The syndrome was discovered near Albany, N.Y., in 2006 and has spread quickly as bats travel hundreds of miles in the summer months, causing dramatic population declines. Biologists warn the disease could all but wipe out the little brown bat in the Northeast over the next two decades. Earlier this month, the U.S. Fish and Wildlife Service closed caves on its refuge system to prevent the fungus from spreading through cavers’ clothing and instruments.

Minnesota has proposed listing the big and little brown bat as species of special concern ahead of white-nose syndrome. Vermont officials also are evaluating the status of all their bat species for possible listing as endangered or threatened.

The disease could strike in Wisconsin soon. It was detected last spring along the Illinois-Missouri border about 230 miles south of Wisconsin and in Ontario, about 300 miles from Wisconsin’s northern border, said Erin Crain, an endangered resources manager with the state DNR.

The syndrome could have enormous effects on Wisconsin agriculture, Crain said.

Wisconsin’s bat population is far larger than ones in surrounding states, partly because the state has such abundant water sources, DNR bat ecologist Dave Redell said. Some 300,000 bats hibernate in the state’s three largest hibernacula alone, he said.

The bats devour thousands of insects each evening and dramatic population drops would leave more bugs to spread disease and damage crops. Fewer bats also could lead to the death of other cave-bound creatures that depend on bats to bring in nutrients from outside.

A threatened designation would restrict people from transporting, possessing or disturbing the bats. The DNR also has prepared a conservation plan to minimize mortality, with provisions calling for purging buildings of bats before demolition and roofing work and prohibiting non-emergency summer repairs on bridges unless bats were purged before April 1.

Classifying the white-nose fungus as an invasive species, meanwhile, would restrict people from transporting, possessing or selling the fungus. It also would require anyone who visits hibernacula where the fungus is present or large bat populations roost to decontaminate their gear.

Jeannie Cunningham, who co-owns the Crystal Cave tourist site in Spring Valley, said all four species of bats that would go on Wisconsin’s threatened list roost in her cave and behind the insulation and ceiling tiles in her gift shop.
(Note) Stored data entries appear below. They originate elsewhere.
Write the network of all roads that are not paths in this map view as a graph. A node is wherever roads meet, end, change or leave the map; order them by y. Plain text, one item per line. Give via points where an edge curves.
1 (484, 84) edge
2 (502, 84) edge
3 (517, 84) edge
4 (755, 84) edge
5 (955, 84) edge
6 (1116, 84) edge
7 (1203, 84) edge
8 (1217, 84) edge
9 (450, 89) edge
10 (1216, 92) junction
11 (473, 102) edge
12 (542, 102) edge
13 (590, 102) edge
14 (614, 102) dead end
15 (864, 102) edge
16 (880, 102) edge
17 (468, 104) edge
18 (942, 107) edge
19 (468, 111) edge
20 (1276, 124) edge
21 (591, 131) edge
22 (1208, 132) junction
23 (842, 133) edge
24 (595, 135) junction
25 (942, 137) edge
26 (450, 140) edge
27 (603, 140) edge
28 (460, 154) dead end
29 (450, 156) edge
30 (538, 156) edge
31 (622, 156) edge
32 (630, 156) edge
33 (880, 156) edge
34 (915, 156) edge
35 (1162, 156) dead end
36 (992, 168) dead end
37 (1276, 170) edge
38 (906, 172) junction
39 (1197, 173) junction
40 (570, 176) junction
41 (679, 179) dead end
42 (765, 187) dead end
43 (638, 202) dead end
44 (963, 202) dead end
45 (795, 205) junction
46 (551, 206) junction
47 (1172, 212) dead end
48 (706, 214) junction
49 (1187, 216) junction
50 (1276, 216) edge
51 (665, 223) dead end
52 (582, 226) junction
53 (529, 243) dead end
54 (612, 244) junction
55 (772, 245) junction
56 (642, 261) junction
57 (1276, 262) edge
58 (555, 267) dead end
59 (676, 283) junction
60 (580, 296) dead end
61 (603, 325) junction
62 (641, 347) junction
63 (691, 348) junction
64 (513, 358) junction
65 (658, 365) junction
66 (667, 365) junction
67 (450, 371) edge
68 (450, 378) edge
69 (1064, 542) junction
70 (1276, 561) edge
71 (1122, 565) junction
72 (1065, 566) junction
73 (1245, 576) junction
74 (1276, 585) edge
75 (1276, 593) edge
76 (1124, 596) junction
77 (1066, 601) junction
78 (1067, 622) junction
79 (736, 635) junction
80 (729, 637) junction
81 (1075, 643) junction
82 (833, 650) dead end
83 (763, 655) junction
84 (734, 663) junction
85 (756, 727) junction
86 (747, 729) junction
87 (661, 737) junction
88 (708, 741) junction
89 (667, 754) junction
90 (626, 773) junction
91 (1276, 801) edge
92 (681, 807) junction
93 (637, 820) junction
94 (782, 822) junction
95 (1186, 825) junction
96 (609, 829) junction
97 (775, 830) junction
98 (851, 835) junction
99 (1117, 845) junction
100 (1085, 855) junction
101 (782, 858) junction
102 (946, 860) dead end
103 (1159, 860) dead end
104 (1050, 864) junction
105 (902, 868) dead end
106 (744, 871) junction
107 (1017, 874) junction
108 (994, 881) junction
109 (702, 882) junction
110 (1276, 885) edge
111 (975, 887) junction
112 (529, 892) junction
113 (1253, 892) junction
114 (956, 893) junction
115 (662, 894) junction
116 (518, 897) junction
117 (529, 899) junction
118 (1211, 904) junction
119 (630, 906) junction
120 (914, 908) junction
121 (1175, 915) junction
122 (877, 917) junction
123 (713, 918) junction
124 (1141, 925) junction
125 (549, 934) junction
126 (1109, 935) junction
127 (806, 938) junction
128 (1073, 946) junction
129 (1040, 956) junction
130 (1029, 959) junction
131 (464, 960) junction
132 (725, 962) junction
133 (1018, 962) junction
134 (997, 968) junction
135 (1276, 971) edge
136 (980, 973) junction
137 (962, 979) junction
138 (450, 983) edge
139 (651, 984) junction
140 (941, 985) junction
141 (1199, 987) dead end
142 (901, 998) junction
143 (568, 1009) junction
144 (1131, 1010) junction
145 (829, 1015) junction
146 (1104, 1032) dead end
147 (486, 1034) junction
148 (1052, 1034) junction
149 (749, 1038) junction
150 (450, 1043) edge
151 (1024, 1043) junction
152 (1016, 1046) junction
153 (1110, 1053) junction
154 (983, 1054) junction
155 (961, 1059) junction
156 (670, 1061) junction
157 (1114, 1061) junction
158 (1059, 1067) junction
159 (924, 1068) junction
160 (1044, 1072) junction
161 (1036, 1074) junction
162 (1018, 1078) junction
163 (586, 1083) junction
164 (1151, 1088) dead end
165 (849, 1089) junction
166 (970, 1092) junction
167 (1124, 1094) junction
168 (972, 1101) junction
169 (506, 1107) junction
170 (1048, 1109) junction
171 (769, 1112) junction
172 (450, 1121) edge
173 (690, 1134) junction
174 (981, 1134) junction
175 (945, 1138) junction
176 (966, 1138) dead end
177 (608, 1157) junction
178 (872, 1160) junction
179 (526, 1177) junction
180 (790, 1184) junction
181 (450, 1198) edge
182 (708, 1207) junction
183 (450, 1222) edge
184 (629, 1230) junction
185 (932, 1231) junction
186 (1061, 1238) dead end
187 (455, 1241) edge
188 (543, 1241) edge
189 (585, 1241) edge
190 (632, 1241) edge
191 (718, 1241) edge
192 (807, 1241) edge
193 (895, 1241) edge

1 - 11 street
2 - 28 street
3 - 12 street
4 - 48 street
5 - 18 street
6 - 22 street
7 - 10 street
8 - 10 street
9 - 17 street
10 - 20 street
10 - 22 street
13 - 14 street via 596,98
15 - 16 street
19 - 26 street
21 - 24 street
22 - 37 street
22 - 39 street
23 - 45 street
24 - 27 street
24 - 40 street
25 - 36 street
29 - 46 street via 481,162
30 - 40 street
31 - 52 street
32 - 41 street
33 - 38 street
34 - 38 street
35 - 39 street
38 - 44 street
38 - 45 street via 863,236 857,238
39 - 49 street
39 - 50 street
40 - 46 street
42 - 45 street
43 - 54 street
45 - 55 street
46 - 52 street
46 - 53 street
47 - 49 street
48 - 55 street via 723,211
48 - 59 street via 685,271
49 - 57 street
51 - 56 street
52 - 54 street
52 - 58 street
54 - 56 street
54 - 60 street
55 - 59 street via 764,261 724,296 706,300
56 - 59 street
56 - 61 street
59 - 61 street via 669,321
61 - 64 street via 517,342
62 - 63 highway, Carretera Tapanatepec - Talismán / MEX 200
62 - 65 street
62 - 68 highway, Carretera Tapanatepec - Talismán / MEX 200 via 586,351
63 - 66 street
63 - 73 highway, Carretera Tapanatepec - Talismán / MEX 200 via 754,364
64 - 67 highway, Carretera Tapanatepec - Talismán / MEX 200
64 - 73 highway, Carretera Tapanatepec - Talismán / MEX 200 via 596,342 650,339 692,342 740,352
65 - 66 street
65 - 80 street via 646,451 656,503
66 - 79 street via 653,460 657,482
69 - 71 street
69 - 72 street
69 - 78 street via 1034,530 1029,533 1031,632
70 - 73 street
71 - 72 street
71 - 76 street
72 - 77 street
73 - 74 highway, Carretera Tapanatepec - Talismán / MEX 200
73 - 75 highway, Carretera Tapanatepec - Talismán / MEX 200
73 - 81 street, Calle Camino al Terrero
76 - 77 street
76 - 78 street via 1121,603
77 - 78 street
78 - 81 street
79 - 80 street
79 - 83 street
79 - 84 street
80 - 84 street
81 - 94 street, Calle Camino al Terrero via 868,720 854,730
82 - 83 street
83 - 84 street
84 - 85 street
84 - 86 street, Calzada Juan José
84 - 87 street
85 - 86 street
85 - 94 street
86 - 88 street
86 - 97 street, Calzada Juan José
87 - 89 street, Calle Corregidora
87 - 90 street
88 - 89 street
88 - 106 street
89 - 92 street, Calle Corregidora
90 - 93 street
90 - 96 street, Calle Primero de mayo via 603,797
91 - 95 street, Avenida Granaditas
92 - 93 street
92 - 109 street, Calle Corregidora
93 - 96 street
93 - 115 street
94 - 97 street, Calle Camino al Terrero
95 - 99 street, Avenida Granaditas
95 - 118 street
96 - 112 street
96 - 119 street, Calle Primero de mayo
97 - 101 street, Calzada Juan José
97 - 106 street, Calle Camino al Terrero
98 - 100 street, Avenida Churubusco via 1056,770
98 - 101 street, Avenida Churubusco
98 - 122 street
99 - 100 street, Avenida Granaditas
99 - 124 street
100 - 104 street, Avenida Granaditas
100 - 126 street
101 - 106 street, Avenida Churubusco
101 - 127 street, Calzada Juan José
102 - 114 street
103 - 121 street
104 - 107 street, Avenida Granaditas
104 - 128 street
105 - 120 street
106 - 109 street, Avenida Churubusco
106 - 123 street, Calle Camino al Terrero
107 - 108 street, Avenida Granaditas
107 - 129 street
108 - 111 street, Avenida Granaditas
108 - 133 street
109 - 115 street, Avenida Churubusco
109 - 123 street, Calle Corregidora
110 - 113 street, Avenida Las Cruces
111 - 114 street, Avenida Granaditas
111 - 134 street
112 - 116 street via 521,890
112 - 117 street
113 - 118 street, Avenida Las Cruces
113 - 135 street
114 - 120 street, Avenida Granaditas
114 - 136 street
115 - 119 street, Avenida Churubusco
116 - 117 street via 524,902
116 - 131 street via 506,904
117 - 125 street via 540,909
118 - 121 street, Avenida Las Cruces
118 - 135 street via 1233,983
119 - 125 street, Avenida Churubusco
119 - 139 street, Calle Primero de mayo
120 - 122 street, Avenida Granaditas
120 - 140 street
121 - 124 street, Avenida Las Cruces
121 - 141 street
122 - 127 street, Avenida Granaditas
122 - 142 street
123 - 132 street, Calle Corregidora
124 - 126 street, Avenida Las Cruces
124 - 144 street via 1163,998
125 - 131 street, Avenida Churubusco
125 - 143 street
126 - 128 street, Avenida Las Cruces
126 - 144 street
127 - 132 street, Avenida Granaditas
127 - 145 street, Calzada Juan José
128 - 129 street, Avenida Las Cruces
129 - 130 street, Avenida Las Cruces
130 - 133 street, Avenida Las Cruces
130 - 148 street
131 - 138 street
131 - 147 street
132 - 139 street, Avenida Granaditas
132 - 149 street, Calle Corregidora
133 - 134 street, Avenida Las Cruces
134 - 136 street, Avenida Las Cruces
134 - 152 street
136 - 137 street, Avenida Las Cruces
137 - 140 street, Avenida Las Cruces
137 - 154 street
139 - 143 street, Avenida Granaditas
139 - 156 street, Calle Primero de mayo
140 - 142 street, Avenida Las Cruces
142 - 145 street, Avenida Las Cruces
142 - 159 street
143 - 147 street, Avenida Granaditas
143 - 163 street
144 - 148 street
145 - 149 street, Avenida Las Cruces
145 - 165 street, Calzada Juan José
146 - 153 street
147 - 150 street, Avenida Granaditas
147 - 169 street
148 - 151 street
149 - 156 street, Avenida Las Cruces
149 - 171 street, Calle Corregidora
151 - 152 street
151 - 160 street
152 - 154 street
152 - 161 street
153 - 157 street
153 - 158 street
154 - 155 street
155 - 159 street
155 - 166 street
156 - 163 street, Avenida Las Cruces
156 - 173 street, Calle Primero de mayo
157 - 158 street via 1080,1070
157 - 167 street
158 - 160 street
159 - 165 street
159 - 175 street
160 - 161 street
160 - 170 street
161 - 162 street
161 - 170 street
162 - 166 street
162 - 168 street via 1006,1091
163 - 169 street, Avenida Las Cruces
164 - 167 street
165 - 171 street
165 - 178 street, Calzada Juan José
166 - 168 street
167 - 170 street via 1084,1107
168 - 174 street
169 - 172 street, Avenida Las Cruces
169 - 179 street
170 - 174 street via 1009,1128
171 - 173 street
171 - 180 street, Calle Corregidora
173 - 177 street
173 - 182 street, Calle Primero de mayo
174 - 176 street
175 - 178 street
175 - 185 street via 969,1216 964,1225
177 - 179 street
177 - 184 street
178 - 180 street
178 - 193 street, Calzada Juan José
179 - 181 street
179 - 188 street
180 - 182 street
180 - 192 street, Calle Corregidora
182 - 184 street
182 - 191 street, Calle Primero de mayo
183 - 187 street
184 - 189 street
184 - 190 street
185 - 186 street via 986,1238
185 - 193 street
She said she’s worried regulators may eventually force cave operators to close, even though the disease is nearly impossible to control.

“They’re such a mobile animal,” said Cunningham, who sits on a National Cave Association subcommittee studying white-nose syndrome.

Crain, the DNR endangered resources manager, said the proposals don’t call for cave closures and the agency doesn’t have the authority to close private caves anyway.

Tricia Bross, an organic vegetable farmer in Rio, said a depleted bat population could mean a giant crop problem for growers like her who resist using conventional pesticides.

“I watch the bats at night flying around my place,” she said. “I know they’re getting mosquitoes and other things flying around at night. If they’re not there to eat them, we’re going to have more damage due to insect pressure.

“I’m very concerned. It’s all about balance. If you lose something, something else is out of balance.”